By the late 2000s, the Centers were renamed to Community Participation, one aspect of community integration, or to Employment, or other priority areas, such as Health, with many of the above centers still federally funded through the NIDRR program (National Institute on Rehabilitation Research and Rehabilitation), US Department of Education and new academic centers at universities such as Temple University in Pennsylvania.

Principles and practices[edit]

In particular, community integration in intellectual, "severe" disabilities and developmental disabilities means families for all children.[109][110] For adults, it means "ordinary" or "regular" homes with support services.[111][112][113] In addition, community integration means recreation, employment, transportation and education with the personal assistance and support(s) necessary to participate fully in the community.[114][115][116]

However, community support (e.g., consumer-directed services) as part of community-agency change and deinstitutionalization,[117][118] self-determination,[119][120] community participation,[121] individual planning,[122][123] social relationships[124] and personal-assistance services [125][126] became the leading directions in US community integration.

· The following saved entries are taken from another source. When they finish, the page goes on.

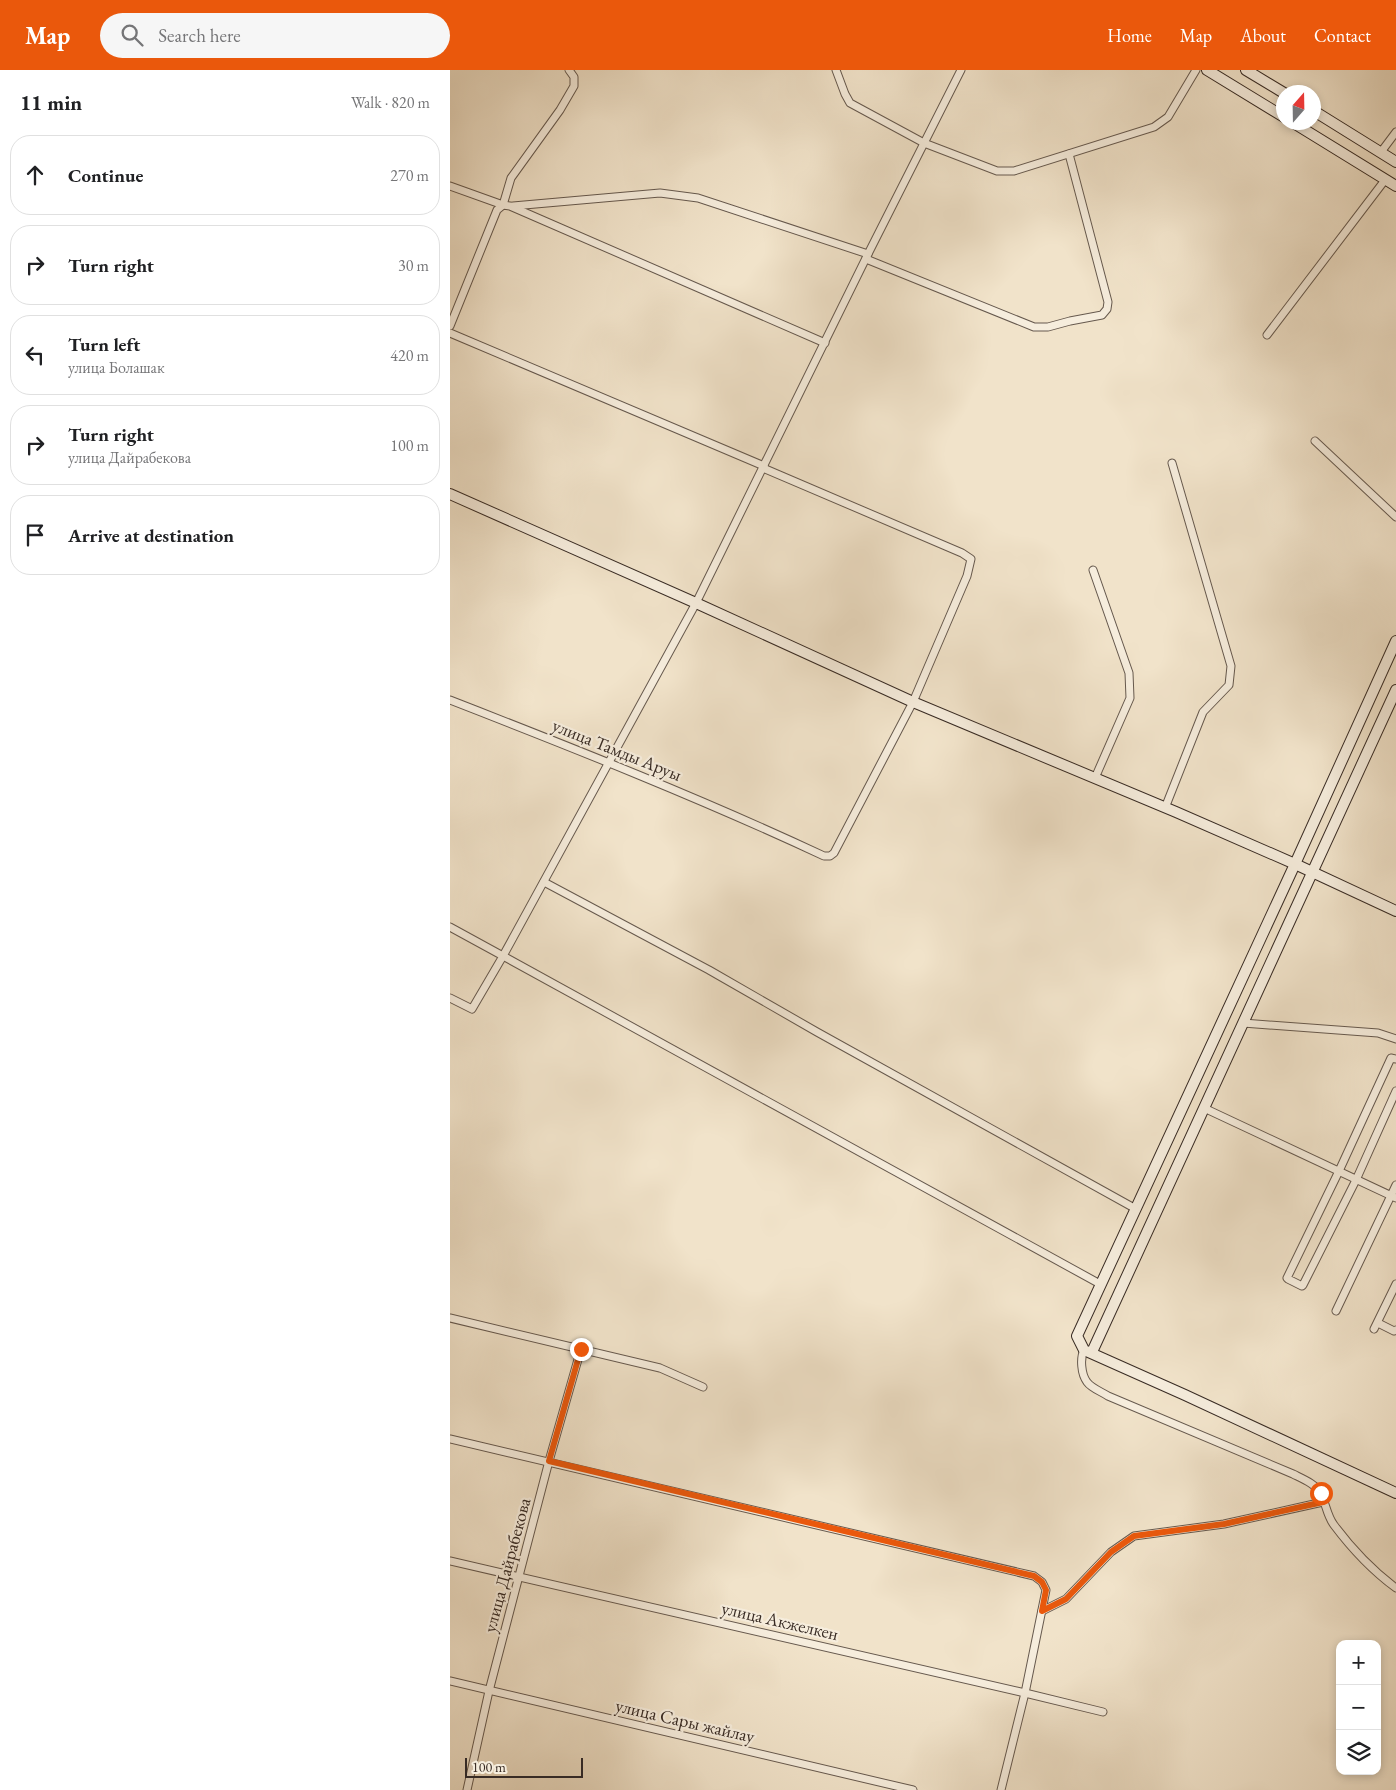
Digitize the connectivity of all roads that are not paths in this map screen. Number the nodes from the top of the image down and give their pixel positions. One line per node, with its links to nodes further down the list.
1 (569, 70): 20 (street)
2 (836, 70): 13 (street)
3 (961, 70): 13 (street)
4 (1196, 70): 15 (street)
5 (1207, 70): 9 (street)
6 (1246, 70): 7 (street)
7 (1258, 73): 8 (street)
8 (1276, 87)
9 (1276, 112)
10 (1321, 115): 14 (street)
11 (1305, 130): 17 (street)
12 (1396, 132): 14 (street)
13 (924, 143): 15 (street); 21 (street)
14 (1381, 152): 16 (street)
15 (1069, 154): 21 (street)
16 (1396, 162)
17 (1385, 180): 19 (street); 24 (street)
18 (450, 186): 20 (street)
19 (1396, 186)
20 (507, 206): 21 (street); 22 (street); 25 (street)
21 (867, 257): 25 (street)
22 (450, 326)
23 (450, 333): 28 (street)
24 (1267, 335)
25 (825, 343): 28 (street)
26 (1315, 441): 30 (street)
27 (1172, 462): 39 (street)
28 (764, 467): 32 (street); 36 (street, улица Тамды Аруы)
29 (450, 494): 32 (street)
30 (1396, 517)
31 (1093, 570): 38 (street)
32 (696, 603): 36 (street); 37 (street)
33 (1396, 641): 40 (street)
34 (1396, 690): 43 (street)
35 (450, 700): 37 (street, улица Тамды Аруы)
36 (913, 702): 37 (street, улица Тамды Аруы); 38 (street)
37 (609, 762): 45 (street)
38 (1095, 778): 39 (street)
39 (1165, 808): 41 (street)
40 (1303, 847): 41 (street); 42 (street)
41 (1278, 856): 42 (street); 44 (street)
42 (1295, 864): 43 (street); 44 (street)
43 (1313, 872): 46 (street); 50 (street)
44 (1288, 880): 59 (street)
45 (544, 882): 48 (street); 59 (street)
46 (1396, 911)
47 (450, 927): 48 (street)
48 (503, 956): 49 (street); 60 (street)
49 (450, 998)
50 (1243, 1023): 51 (street); 54 (street)
51 (1396, 1039)
52 (1396, 1059): 55 (street)
53 (1396, 1091): 56 (street)
54 (1204, 1108): 55 (street); 66 (street)
55 (1339, 1171): 56 (street); 56 (street)
56 (1356, 1180): 58 (street)
57 (1396, 1185): 58 (street)
58 (1393, 1197): 62 (street)
59 (1136, 1209): 60 (street)
60 (1100, 1284): 66 (street)
61 (1396, 1284): 64 (street)
62 (1336, 1311)
63 (450, 1318): 65 (street)
64 (1396, 1330)
65 (581, 1349): 67 (street); 69 (street, улица Дайрабекова)
66 (1088, 1351): 70 (street); 71 (street)
67 (703, 1387)
68 (450, 1439): 69 (street)
69 (549, 1461): 73 (street, улица Дайрабекова); 75 (street)
70 (1396, 1493)
71 (1323, 1502): 74 (street); 75 (street)
72 (450, 1561): 73 (street, улица Акжелкен)
73 (520, 1578): 77 (street, улица Дайрабекова); 78 (street, улица Акжелкен)
74 (1396, 1588)
75 (1042, 1611): 78 (street)
76 (450, 1682): 77 (street, улица Сары жайлау)
77 (489, 1691): 80 (street, улица Дайрабекова); 81 (street, улица Сары жайлау)
78 (1025, 1693): 79 (street, улица Акжелкен); 82 (street)
79 (1103, 1712)
80 (468, 1790)
81 (912, 1790)
82 (1001, 1790)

Community integration has been tied to quality assurance in the community and an improved quality of life.[127][128] It has involved evaluations and studies over at least two decades in areas ranging from service costs to personnel studies, service typologies, best practices and innovations, community and integration studies.[129][130][131][132][133][134][135] Internationally, quality of life has been explored in Finland, Australia, the US, Germany, Hungary, Denmark and Canada.[136]

Global perspectives[edit]

Researchers in the US (Julie Ann Racino, Syracuse University) and Great Britain (David Towell, King's Fund College) collaborated on community integration, including a 1990 series of international seminars on community integration in the US held at the University of Manchester (Hester Adrian Research Center), Manchester Polytechnic and Manchester Health Authority, the King's Fund College (with Lyn Rucker), Campaign for the Mentally Handicapped (London), University of Wales at Bangor (Center for Social Policy Research), and the University of Wales (Mental Handicap Research Unit). Internationally, research began on the "first integrated generation" in countries such as Sweden[137] and integration was confirmed as a legal principle in the US.[138]

Community services, supports, integration and inclusion are changing in countries such as Czechoslovakia (now the Czech Republic and Slovakia),[139] Australia, New Zealand, Japan, Israel, Austria, Great Britain, Iceland and Sweden.[140] Since the 1990s the European Union has formed, populations in the Middle East have been emancipated, community self-advocacy has developed in South America and Africa and financial ownership of US debt has been undertaken (in part) by China.[141] The United Nations [142] offers guidance and leadership through its Convention on the Rights of Persons with Disabilities (particularly Article 19, which addresses independent living and community inclusion). New book based on these principles is "Public Administration and Disability: Community Services Administration in the US" (Racino, in press, 2014).[143]